Gericht: Thüringer Oberlandesgericht
Beschluss verkündet am 17.04.2002
Aktenzeichen: 6 W 166/02
Rechtsgebiete: GBO


Vorschriften:

GBO § 19
GBO § 22
GBO § 15
Eine neben der Vollzugsvollmacht von den Beteiligten dem Notar erteilte weitere Vollmacht ermächtigt diesen, die Löschung einer Auflassungsvormerkung bei nicht durchgeführtem Kaufvertrag zu bewilligen.
THÜRINGER OBERLANDESGERICHT Beschluss

6 W 166/02

In dem Verfahren

betreffend die Löschung einer den Eigentumsübergang an den im Grundbuch von .........Abt. I, lfd. Nr. 1, 2 eingetragenen Grundstücken, Flurstücke ...... sichernden Vormerkung,

hat der 6. Zivilsenat des Thüringer Oberlandesgerichts durch den Präsidenten des Oberlandesgerichts Dr. Bauer, den Richter am Oberlandesgericht Kramer, den Richter am Amtsgericht Hollandt auf die Beschwerde vom 05.03.2002 gegen den Beschluss des Landgerichts Mühlhausen vom 12.02.2002 am 17.04.2002

beschlossen:

Tenor:

1. Der Beschluss des Landgerichts Mühlhausen vom 12.02.2002 wird aufgehoben.

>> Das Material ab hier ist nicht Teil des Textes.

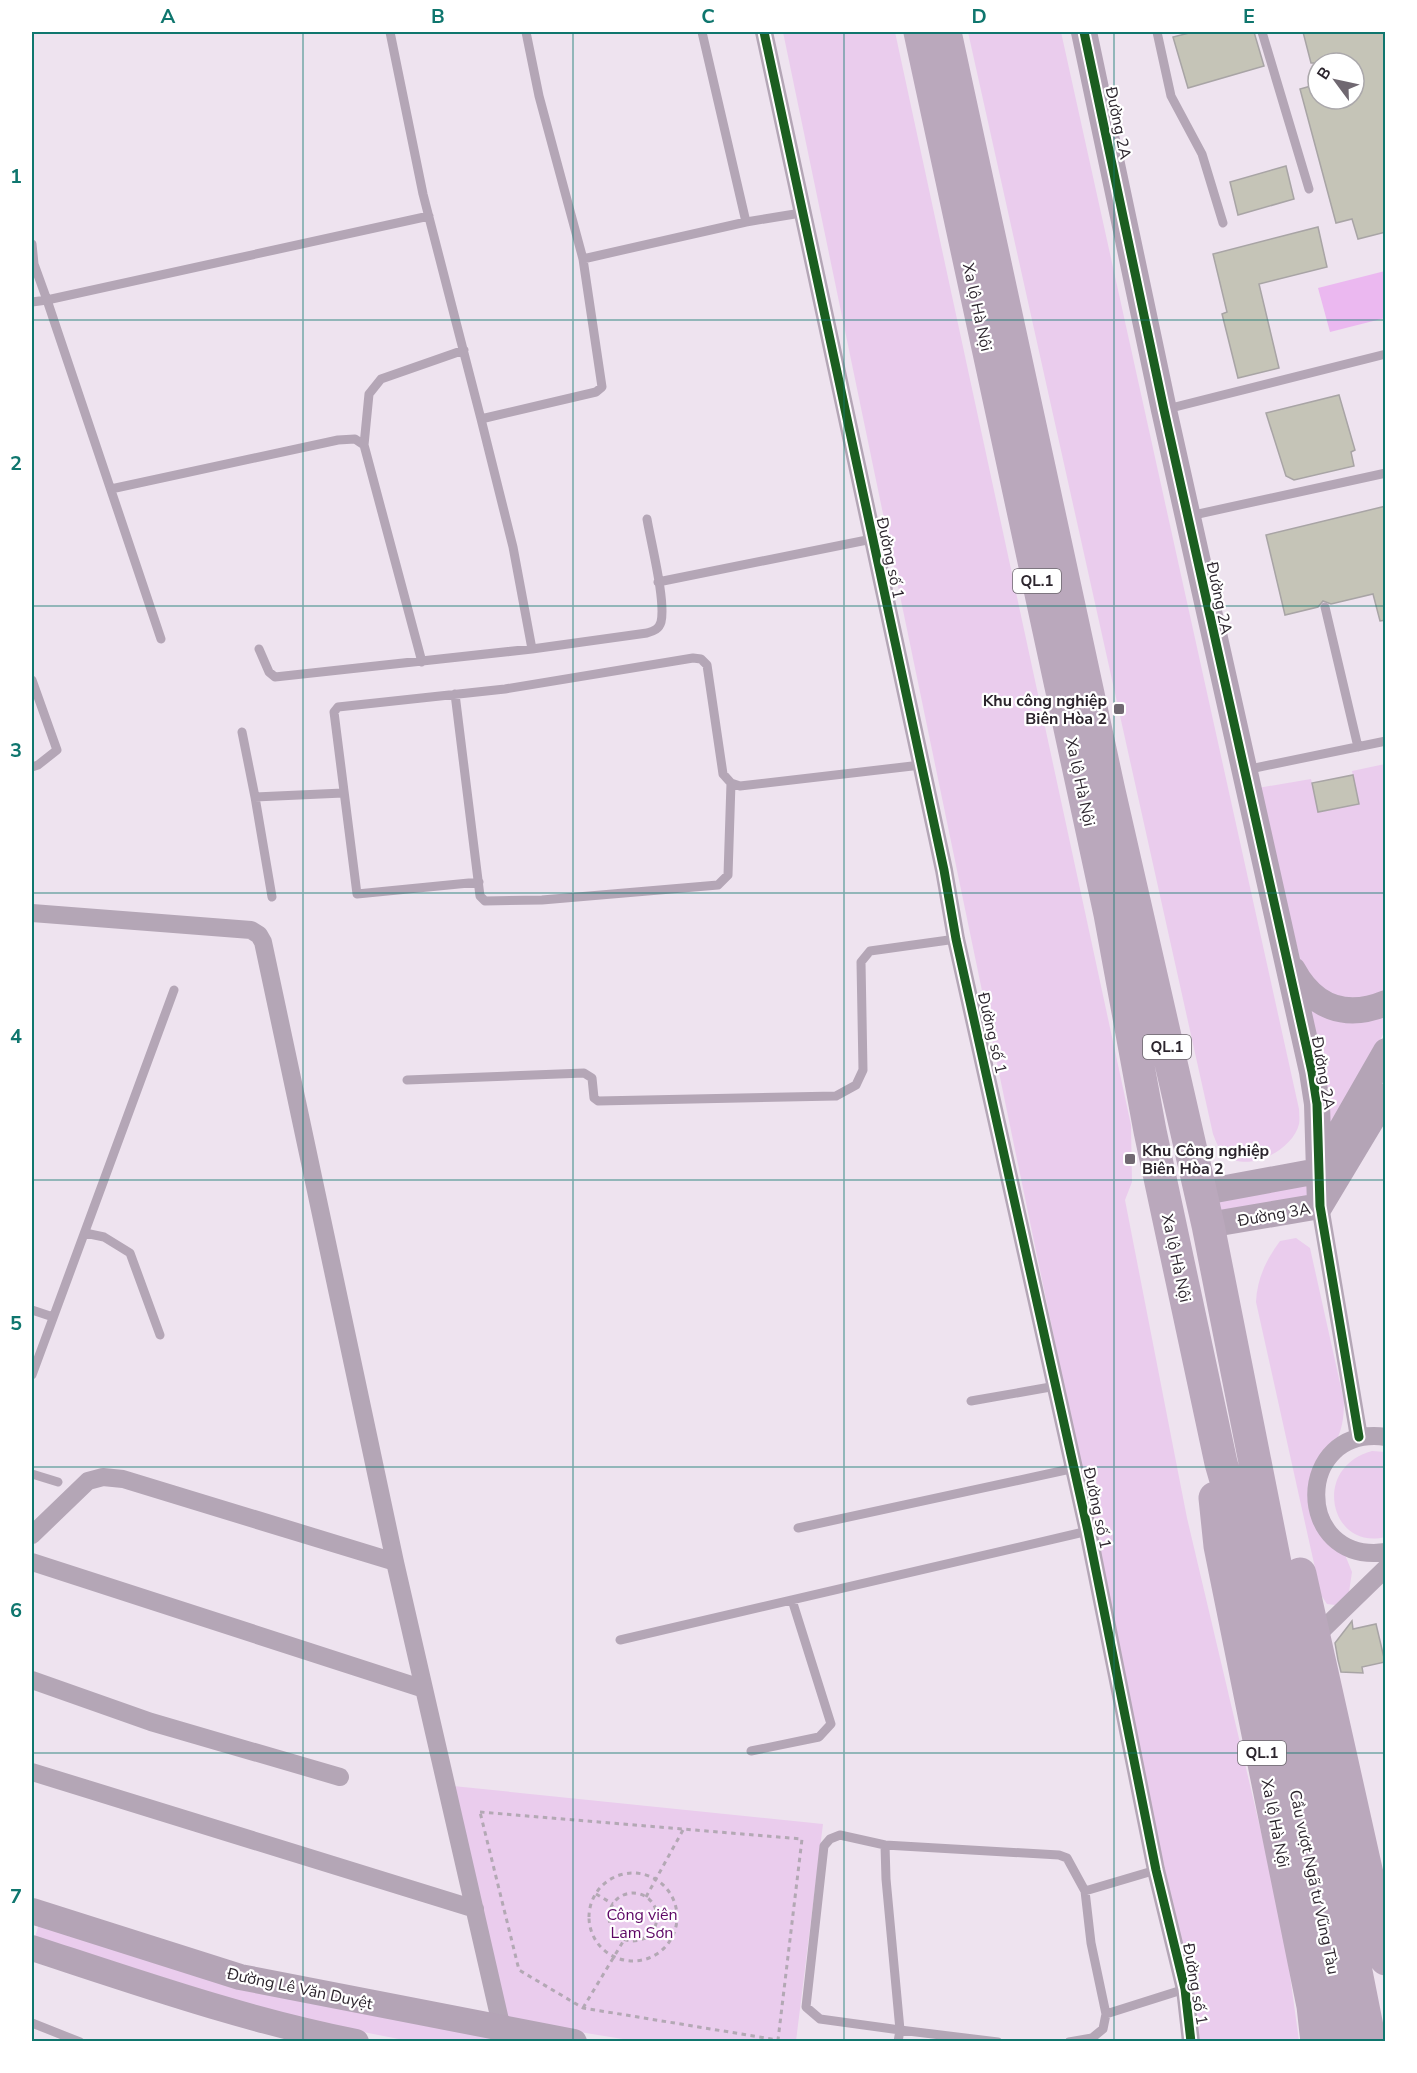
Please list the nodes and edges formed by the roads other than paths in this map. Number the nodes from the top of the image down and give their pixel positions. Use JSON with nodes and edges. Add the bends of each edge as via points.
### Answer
{"nodes":[{"id":1,"x":390,"y":32,"type":"edge"},
{"id":2,"x":526,"y":32,"type":"edge"},
{"id":3,"x":702,"y":32,"type":"edge"},
{"id":4,"x":764,"y":32,"type":"edge"},
{"id":5,"x":920,"y":32,"type":"edge"},
{"id":6,"x":945,"y":32,"type":"edge"},
{"id":7,"x":1084,"y":32,"type":"edge"},
{"id":8,"x":1157,"y":32,"type":"edge"},
{"id":9,"x":1262,"y":32,"type":"edge"},
{"id":10,"x":1309,"y":189,"type":"dead end"},
{"id":11,"x":801,"y":213,"type":"junction"},
{"id":12,"x":429,"y":216,"type":"junction"},
{"id":13,"x":746,"y":222,"type":"junction"},
{"id":14,"x":1223,"y":223,"type":"dead end"},
{"id":15,"x":32,"y":244,"type":"edge"},
{"id":16,"x":584,"y":259,"type":"junction"},
{"id":17,"x":47,"y":300,"type":"junction"},
{"id":18,"x":32,"y":302,"type":"edge"},
{"id":19,"x":464,"y":350,"type":"junction"},
{"id":20,"x":1386,"y":354,"type":"edge"},
{"id":21,"x":1164,"y":410,"type":"junction"},
{"id":22,"x":481,"y":419,"type":"junction"},
{"id":23,"x":364,"y":445,"type":"junction"},
{"id":24,"x":1386,"y":472,"type":"edge"},
{"id":25,"x":111,"y":489,"type":"junction"},
{"id":26,"x":1187,"y":517,"type":"junction"},
{"id":27,"x":647,"y":519,"type":"dead end"},
{"id":28,"x":872,"y":539,"type":"junction"},
{"id":29,"x":658,"y":582,"type":"junction"},
{"id":30,"x":1325,"y":607,"type":"dead end"},
{"id":31,"x":161,"y":639,"type":"dead end"},
{"id":32,"x":531,"y":649,"type":"junction"},
{"id":33,"x":259,"y":650,"type":"dead end"},
{"id":34,"x":422,"y":662,"type":"junction"},
{"id":35,"x":32,"y":680,"type":"edge"},
{"id":36,"x":455,"y":694,"type":"junction"},
{"id":37,"x":242,"y":732,"type":"dead end"},
{"id":38,"x":1386,"y":741,"type":"edge"},
{"id":39,"x":1358,"y":747,"type":"junction"},
{"id":40,"x":921,"y":765,"type":"junction"},
{"id":41,"x":32,"y":767,"type":"edge"},
{"id":42,"x":1243,"y":770,"type":"junction"},
{"id":43,"x":731,"y":783,"type":"junction"},
{"id":44,"x":343,"y":793,"type":"junction"},
{"id":45,"x":255,"y":797,"type":"junction"},
{"id":46,"x":479,"y":882,"type":"junction"},
{"id":47,"x":272,"y":897,"type":"dead end"},
{"id":48,"x":32,"y":913,"type":"edge"},
{"id":49,"x":956,"y":939,"type":"junction"},
{"id":50,"x":1283,"y":951,"type":"junction"},
{"id":51,"x":174,"y":990,"type":"dead end"},
{"id":52,"x":1386,"y":1003,"type":"edge"},
{"id":53,"x":1386,"y":1050,"type":"edge"},
{"id":54,"x":407,"y":1080,"type":"dead end"},
{"id":55,"x":1386,"y":1096,"type":"edge"},
{"id":56,"x":1318,"y":1171,"type":"junction"},
{"id":57,"x":1199,"y":1193,"type":"junction"},
{"id":58,"x":1320,"y":1206,"type":"junction"},
{"id":59,"x":1208,"y":1225,"type":"junction"},
{"id":60,"x":85,"y":1233,"type":"junction"},
{"id":61,"x":32,"y":1310,"type":"edge"},
{"id":62,"x":53,"y":1317,"type":"junction"},
{"id":63,"x":160,"y":1335,"type":"dead end"},
{"id":64,"x":32,"y":1375,"type":"edge"},
{"id":65,"x":1056,"y":1386,"type":"junction"},
{"id":66,"x":971,"y":1401,"type":"dead end"},
{"id":67,"x":1359,"y":1437,"type":"junction"},
{"id":68,"x":1386,"y":1437,"type":"edge"},
{"id":69,"x":1254,"y":1451,"type":"junction"},
{"id":70,"x":1221,"y":1463,"type":"junction"},
{"id":71,"x":1075,"y":1468,"type":"junction"},
{"id":72,"x":32,"y":1474,"type":"edge"},
{"id":73,"x":58,"y":1482,"type":"dead end"},
{"id":74,"x":798,"y":1528,"type":"dead end"},
{"id":75,"x":1088,"y":1531,"type":"junction"},
{"id":76,"x":32,"y":1535,"type":"edge"},
{"id":77,"x":1259,"y":1547,"type":"junction"},
{"id":78,"x":1385,"y":1559,"type":"edge"},
{"id":79,"x":32,"y":1562,"type":"edge"},
{"id":80,"x":395,"y":1562,"type":"junction"},
{"id":81,"x":792,"y":1600,"type":"junction"},
{"id":82,"x":1314,"y":1638,"type":"junction"},
{"id":83,"x":620,"y":1640,"type":"dead end"},
{"id":84,"x":32,"y":1680,"type":"edge"},
{"id":85,"x":424,"y":1689,"type":"junction"},
{"id":86,"x":751,"y":1751,"type":"dead end"},
{"id":87,"x":32,"y":1772,"type":"edge"},
{"id":88,"x":340,"y":1777,"type":"dead end"},
{"id":89,"x":885,"y":1845,"type":"junction"},
{"id":90,"x":1156,"y":1870,"type":"junction"},
{"id":91,"x":1086,"y":1892,"type":"junction"},
{"id":92,"x":475,"y":1910,"type":"junction"},
{"id":93,"x":33,"y":1917,"type":"edge"},
{"id":94,"x":32,"y":1948,"type":"edge"},
{"id":95,"x":1386,"y":1959,"type":"edge"},
{"id":96,"x":1185,"y":1989,"type":"junction"},
{"id":97,"x":1106,"y":2014,"type":"junction"},
{"id":98,"x":32,"y":2023,"type":"edge"},
{"id":99,"x":900,"y":2030,"type":"junction"},
{"id":100,"x":502,"y":2035,"type":"edge"},
{"id":101,"x":80,"y":2042,"type":"edge"},
{"id":102,"x":356,"y":2042,"type":"edge"},
{"id":103,"x":574,"y":2042,"type":"edge"},
{"id":104,"x":898,"y":2042,"type":"edge"},
{"id":105,"x":998,"y":2042,"type":"edge"},
{"id":106,"x":1069,"y":2042,"type":"edge"},
{"id":107,"x":1191,"y":2042,"type":"edge"},
{"id":108,"x":1317,"y":2042,"type":"edge"},
{"id":109,"x":1346,"y":2042,"type":"edge"},
{"id":110,"x":1370,"y":2042,"type":"edge"}],
"edges":[{"from":1,"to":12,"type":"lane"},
{"from":2,"to":16,"type":"lane","via":[[539,96]]},
{"from":3,"to":13,"type":"lane"},
{"from":4,"to":11,"type":"street","name":"Đường số 1"},
{"from":5,"to":70,"type":"highway","name":"Xa lộ Hà Nội","number":"QL.1","via":[[1110,914],[1150,1131]]},
{"from":6,"to":57,"type":"highway","name":"Xa lộ Hà Nội","number":"QL.1"},
{"from":7,"to":21,"type":"street","name":"Đường 2A"},
{"from":8,"to":14,"type":"lane","via":[[1171,96],[1202,154]]},
{"from":9,"to":10,"type":"lane"},
{"from":11,"to":13,"type":"lane"},
{"from":11,"to":28,"type":"street","name":"Đường số 1"},
{"from":12,"to":17,"type":"lane"},
{"from":12,"to":19,"type":"lane"},
{"from":13,"to":16,"type":"lane"},
{"from":15,"to":17,"type":"lane","via":[[34,264]]},
{"from":16,"to":22,"type":"lane","via":[[602,387],[596,392]]},
{"from":17,"to":18,"type":"lane"},
{"from":17,"to":25,"type":"lane"},
{"from":19,"to":22,"type":"lane"},
{"from":19,"to":23,"type":"lane","via":[[381,379],[369,394]]},
{"from":20,"to":21,"type":"lane"},
{"from":21,"to":26,"type":"street","name":"Đường 2A"},
{"from":22,"to":32,"type":"lane","via":[[513,547]]},
{"from":23,"to":25,"type":"lane","via":[[354,439],[338,440]]},
{"from":23,"to":34,"type":"lane"},
{"from":24,"to":26,"type":"lane"},
{"from":25,"to":31,"type":"lane"},
{"from":26,"to":42,"type":"street","name":"Đường 2A"},
{"from":27,"to":29,"type":"lane"},
{"from":28,"to":29,"type":"lane"},
{"from":28,"to":40,"type":"street","name":"Đường số 1"},
{"from":29,"to":32,"type":"lane","via":[[662,621],[658,629]]},
{"from":30,"to":39,"type":"lane"},
{"from":32,"to":34,"type":"lane"},
{"from":33,"to":34,"type":"lane","via":[[275,677]]},
{"from":35,"to":41,"type":"lane","via":[[57,750]]},
{"from":36,"to":43,"type":"lane","via":[[701,659],[707,665],[723,774]]},
{"from":36,"to":44,"type":"lane","via":[[338,707],[334,712]]},
{"from":36,"to":46,"type":"lane"},
{"from":37,"to":45,"type":"lane"},
{"from":38,"to":39,"type":"lane"},
{"from":39,"to":42,"type":"lane"},
{"from":40,"to":43,"type":"lane","via":[[740,786]]},
{"from":40,"to":49,"type":"street","name":"Đường số 1"},
{"from":42,"to":50,"type":"street","name":"Đường 2A"},
{"from":43,"to":46,"type":"lane","via":[[728,875],[718,885],[485,901],[480,896]]},
{"from":44,"to":45,"type":"lane"},
{"from":44,"to":46,"type":"lane","via":[[357,894]]},
{"from":45,"to":47,"type":"lane"},
{"from":48,"to":80,"type":"street","via":[[251,930],[259,935]]},
{"from":49,"to":54,"type":"lane","via":[[870,951],[864,956],[863,1070],[856,1085],[836,1096],[598,1101],[594,1098],[592,1078],[584,1073]]},
{"from":49,"to":65,"type":"street","name":"Đường số 1"},
{"from":50,"to":52,"type":"street","via":[[1299,982],[1317,1002],[1350,1010]]},
{"from":50,"to":56,"type":"street","name":"Đường 2A","via":[[1317,1104]]},
{"from":51,"to":60,"type":"lane"},
{"from":53,"to":56,"type":"street"},
{"from":55,"to":58,"type":"street","name":"Đường 3A"},
{"from":56,"to":57,"type":"street","name":"Đường 3A"},
{"from":56,"to":58,"type":"street","name":"Đường 2A"},
{"from":57,"to":59,"type":"highway","number":"QL.1"},
{"from":58,"to":59,"type":"street","name":"Đường 3A"},
{"from":58,"to":67,"type":"street"},
{"from":59,"to":69,"type":"highway","number":"QL.1"},
{"from":60,"to":62,"type":"lane"},
{"from":60,"to":63,"type":"lane","via":[[104,1237],[130,1253]]},
{"from":61,"to":62,"type":"lane"},
{"from":62,"to":64,"type":"lane"},
{"from":65,"to":66,"type":"lane"},
{"from":65,"to":71,"type":"street","name":"Đường số 1"},
{"from":67,"to":68,"type":"street"},
{"from":67,"to":78,"type":"street","via":[[1327,1459],[1317,1477],[1319,1517],[1329,1534],[1345,1546]]},
{"from":69,"to":77,"type":"highway","number":"QL.1"},
{"from":69,"to":82,"type":"highway","number":"QL.1","via":[[1293,1544]]},
{"from":70,"to":77,"type":"highway","name":"Xa lộ Hà Nội","number":"QL.1"},
{"from":70,"to":108,"type":"highway","name":"Xa lộ Hà Nội","number":"QL.1","via":[[1214,1504],[1220,1546],[1311,1994]]},
{"from":71,"to":74,"type":"lane"},
{"from":71,"to":75,"type":"street","name":"Đường số 1"},
{"from":72,"to":73,"type":"lane"},
{"from":75,"to":81,"type":"lane"},
{"from":75,"to":90,"type":"street","name":"Đường số 1"},
{"from":76,"to":80,"type":"street","via":[[88,1481],[103,1477],[123,1479]]},
{"from":77,"to":109,"type":"highway","name":"Cầu vượt Ngã tư Vũng Tàu","number":"QL.1"},
{"from":77,"to":110,"type":"highway","name":"Cầu vượt Ngã tư Vũng Tàu","number":"QL.1","via":[[1298,1684]]},
{"from":78,"to":82,"type":"street"},
{"from":79,"to":85,"type":"street"},
{"from":80,"to":85,"type":"street"},
{"from":81,"to":83,"type":"lane"},
{"from":81,"to":86,"type":"lane","via":[[831,1724],[819,1737]]},
{"from":82,"to":95,"type":"highway","number":"QL.1"},
{"from":84,"to":88,"type":"street","via":[[152,1722]]},
{"from":85,"to":92,"type":"street"},
{"from":87,"to":92,"type":"street"},
{"from":89,"to":91,"type":"lane","via":[[1059,1855],[1073,1864]]},
{"from":89,"to":99,"type":"lane"},
{"from":89,"to":99,"type":"lane","via":[[840,1835],[824,1846],[806,2007],[820,2019]]},
{"from":90,"to":91,"type":"lane"},
{"from":90,"to":96,"type":"street","name":"Đường số 1"},
{"from":91,"to":97,"type":"lane","via":[[1091,1943]]},
{"from":92,"to":100,"type":"street"},
{"from":93,"to":100,"type":"street","name":"Đường Lê Văn Duyệt","via":[[240,1977]]},
{"from":94,"to":102,"type":"street","via":[[289,2032]]},
{"from":96,"to":97,"type":"lane"},
{"from":96,"to":107,"type":"street","name":"Đường số 1"},
{"from":97,"to":106,"type":"lane","via":[[1103,2029],[1092,2037]]},
{"from":98,"to":101,"type":"lane"},
{"from":99,"to":104,"type":"lane"},
{"from":99,"to":105,"type":"lane"},
{"from":100,"to":103,"type":"street","name":"Đường Lê Văn Duyệt"}]}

2. Das Amtsgericht - Grundbuchamt Sondershausen wird angewiesen, den Eintragungsantrag vom 02.08.2001 nicht aus den in der Zwischenverfügung vom 11.09.2001 genannten Bedenken gegen die Bewilligungsvollmacht des Notars Dr. Rothe zurückzuweisen.

Gründe:

I.

Die Beteiligten zu 1) haben die verfahrensbetroffenen Grundstücke aus dem Vermögen der Treuhandanstalt/TLG Treuhandliegenschaftsgesellschaft aufgrund eines Kaufvertrages vom 22.11.1995 und einer Auflassung vom 05.06.1996 am 31.01.1997 erworben.

Mit notariellem Vertrag vom 03.02.1997 (URNr. 259/97 Dr. Rothe) haben die Beteiligten zu 1) die Grundstücke an J. H. aus A. verkauft und aufgelassen. In dieser Urkunde ist in Abschnitt III Nr. 2 bestimmt:

"Um den vertragsgemäßen Eigentumsübergang zu sichern, bewilligt der Veräußerer und beantragt der Erwerber die Eintragung einer Vormerkung. Der Erwerber bewilligt und beantragt schon jetzt wieder die Löschung der Vormerkung bei Eigentumsumschreibung ... ."

In Abschnitt VIII Nr. 2 ist bestimmt:

"Der Notar wird ermächtigt, den Vollzug dieser Urkunde umfassend zu betreiben. ... Zudem ist der Notar ermächtigt, die Beteiligten im Grundbuchverfahren uneingeschränkt zu vertreten. Er darf insbesondere Bewilligungen, Anträge und Rangbestimmungen abgeben, klarstellen und zurücknehmen. ..."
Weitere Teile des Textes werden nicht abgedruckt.